We did it [ed: “Paperback Writer” and also “Tomorrow Never Knows”] in Number 3 at Abbey Road—although most of the Beatles songs were done in Number 2. I think I was miking the toms from underneath as well as on top. And I think

What mic would have been on the bass drum?

I think D20s. But whatever can take the impact of the bass drum. We always used to keep the front skin off of the bass drum and put in cushions and a big weight. That sounds better to me than with the head on and a hole cut in it.

What other mics do you recall using on drums?

There were D19s, which were AKGs, I think—just a cheap talkback mic. AKG always said they were the “throwout” capsules for D20s. Then they came out with the D19C, which had a little vent in the back to help the bass end, or something, which never sounded the same, of course. Like Neumanns—the way they progressed up the chain from the 47s and 48s to the 67, which never sounded as good as the 47, and the 87, which didn’t sound as good as the 67. They were always trying to prove to you that it did, but it didn’t.

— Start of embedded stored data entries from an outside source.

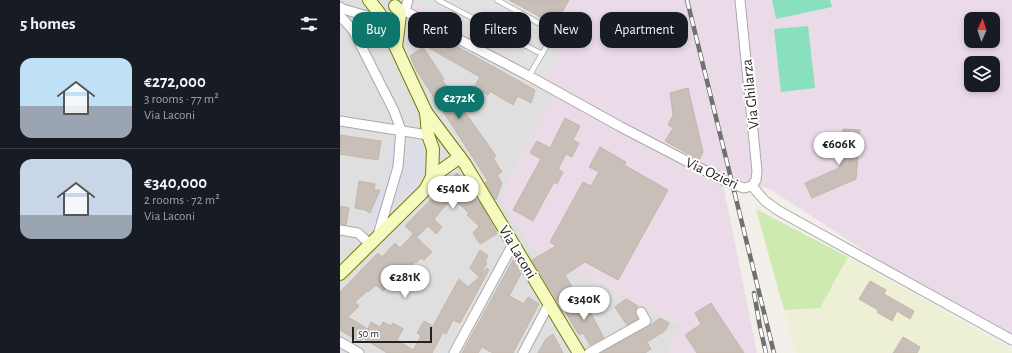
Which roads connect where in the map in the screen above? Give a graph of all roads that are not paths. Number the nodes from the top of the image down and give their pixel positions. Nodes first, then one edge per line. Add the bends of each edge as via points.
1 (370, 0) edge
2 (438, 0) edge
3 (497, 0) edge
4 (740, 0) edge
5 (340, 7) edge
6 (380, 12) edge
7 (391, 12) edge
8 (340, 16) edge
9 (400, 16) edge
10 (396, 48) edge
11 (542, 54) junction
12 (529, 76) junction
13 (426, 112) junction
14 (340, 121) edge
15 (401, 130) junction
16 (428, 135) junction
17 (460, 157) junction
18 (432, 177) junction
19 (752, 186) junction
20 (340, 230) edge
21 (374, 240) junction
22 (513, 244) junction
23 (340, 274) edge
24 (549, 304) junction
25 (641, 312) dead end
26 (1012, 340) edge
27 (340, 342) edge
28 (358, 353) edge
29 (454, 353) edge
30 (523, 353) edge
31 (579, 353) edge
32 (589, 353) edge

1 - 7 street
2 - 11 lane
3 - 11 lane via 555,32
4 - 19 street, Via Ghilarza via 757,171
5 - 6 street, Via Ozieri
8 - 15 street via 353,30
9 - 12 street, Via Ozieri
10 - 13 street, Via Laconi
11 - 12 lane
12 - 19 street, Via Ozieri via 725,181 744,188
13 - 16 street
13 - 17 street, Via Laconi
14 - 15 street
15 - 16 street
15 - 21 street via 398,167
16 - 18 street via 433,149
17 - 18 street
17 - 22 street, Via Laconi
18 - 21 street via 425,190
19 - 26 street, Via Ozieri via 765,201 779,211
20 - 21 street via 358,233
21 - 23 street
22 - 24 street, Via Laconi
22 - 29 street
24 - 30 street
24 - 31 street, Via Laconi
25 - 32 street via 646,321
27 - 28 street

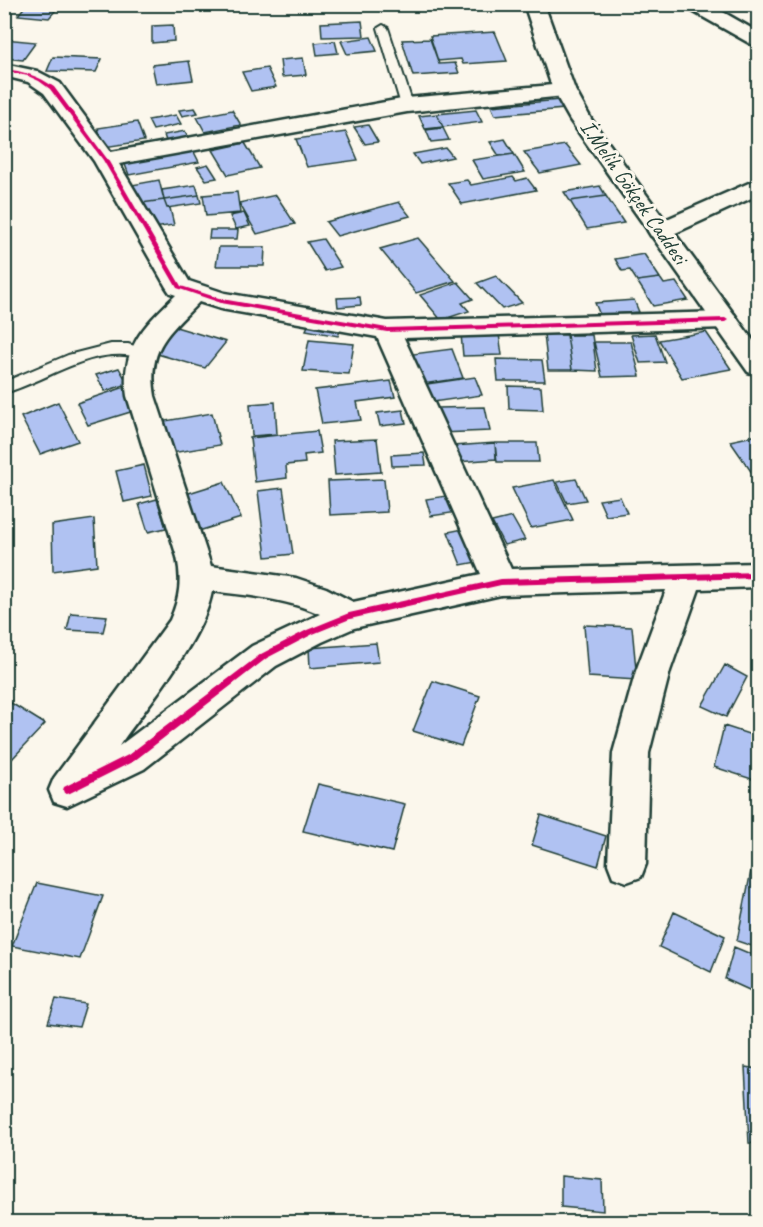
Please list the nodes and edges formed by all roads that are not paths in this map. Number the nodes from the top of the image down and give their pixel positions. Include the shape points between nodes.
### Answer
1 (534, 4) edge
2 (694, 4) edge
3 (383, 28) dead end
4 (759, 40) edge
5 (4, 70) edge
6 (564, 90) junction
7 (407, 105) junction
8 (105, 160) junction
9 (759, 186) edge
10 (660, 231) junction
11 (194, 292) junction
12 (725, 320) junction
13 (387, 330) junction
14 (143, 353) junction
15 (759, 366) edge
16 (4, 388) edge
17 (759, 575) edge
18 (687, 576) junction
19 (198, 577) junction
20 (501, 582) junction
21 (349, 616) junction
22 (627, 864) dead end

1 - 6 street, İ.Melih Gökçek Caddesi
2 - 4 street
3 - 7 lane
5 - 8 street via 43,80 52,88
6 - 7 street
6 - 10 street, İ.Melih Gökçek Caddesi
7 - 8 street
8 - 11 street via 179,287
9 - 10 street
10 - 12 street, İ.Melih Gökçek Caddesi
11 - 13 street via 220,301
11 - 14 street via 153,336
12 - 13 street
12 - 15 street, İ.Melih Gökçek Caddesi
13 - 20 street
14 - 16 lane via 126,347 107,348
14 - 19 street via 138,373 141,396
17 - 18 street
18 - 20 street
18 - 22 street via 653,671 631,753
19 - 21 street via 311,594
19 - 21 street via 195,602 183,628 67,790 131,758 264,656
20 - 21 street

Overall, your favorite microphone for vocals was a 47.

Yes, and also for guitars.

And you liked using a microphone in figure-8 pattern on bass.

I used to try to pull the bass out of the track to get its own space, and hear it more defined. And one way I tried to do it was to put a tiny bit of chamber echo—well, actually, I should say “reverberation”— on it. I started to do that on Revolver, but Paul could always detect even the slightest amount, and he wouldn’t accept it. So I had to be careful.

But when we were doing Pepper, Paul would often overdub his bass after everyone had gone home. It would be just Paul and I and Richard Lush, the second engineer. We’d spend a couple or three hours doing bass parts, and I started using a C12 on figure of 8 about 8 or 10 feet away from his cabinet, which I would bring into the middle of Number 2 studio. I’d bring it out into the open from the corner area, where it was baffled off because I wanted a bit of the room sound.

Did you ever take the bass direct?

Maybe once. I didn’t like the texture; especially, not on Paul. I guess I never have liked anything that went straight from electrics to electrics. There’s something missing for me if it hasn’t any natural acoustic sound.